## ABOUT THIS EXERCISE
With pictures omitted, the line containing "index mcp: (156, 137)" and all later lines of the records below are to be restated word for word.

## MATERIAL SHOWN

________________

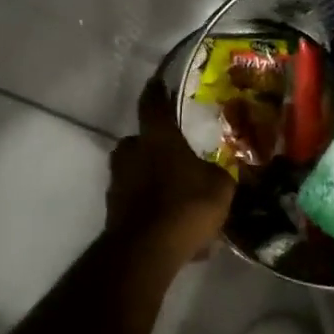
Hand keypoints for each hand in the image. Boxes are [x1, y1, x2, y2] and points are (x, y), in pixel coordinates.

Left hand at [105, 80, 235, 266]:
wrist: (146, 251)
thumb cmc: (185, 205)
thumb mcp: (220, 186)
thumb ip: (218, 173)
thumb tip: (218, 172)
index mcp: (156, 137)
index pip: (152, 102)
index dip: (156, 91)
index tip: (158, 82)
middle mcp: (131, 153)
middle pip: (141, 141)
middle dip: (157, 148)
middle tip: (178, 157)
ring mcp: (117, 182)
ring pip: (138, 173)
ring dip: (155, 181)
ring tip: (181, 199)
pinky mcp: (113, 211)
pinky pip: (139, 203)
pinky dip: (154, 209)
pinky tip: (175, 228)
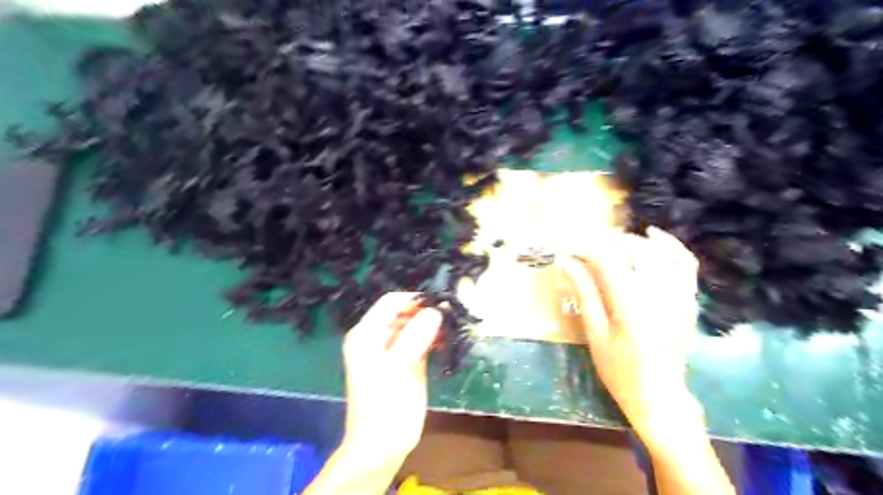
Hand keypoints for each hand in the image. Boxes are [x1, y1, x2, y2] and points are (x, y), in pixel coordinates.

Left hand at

________________

## RESPONSE TO THIS TASK
index mcp: (156, 137)
index pip: (152, 102)
index dip: (156, 91)
index tip: (158, 82)
middle mcp: (131, 153)
middle pip: (141, 141)
middle dip: (157, 148)
middle tip: (178, 157)
ring mcp: (117, 182)
ring pip: (138, 173)
ring dip: (155, 181)
ring tip: (181, 199)
pinky mcp: (113, 211)
pinky pip: (139, 203)
pinky dip: (154, 209)
pinky tip: (175, 228)
Hand keypoints for each hand in the image. Boxes are [x1, y1, x2, y2] and points are (x, y), in pixel coordinates.

Left hand at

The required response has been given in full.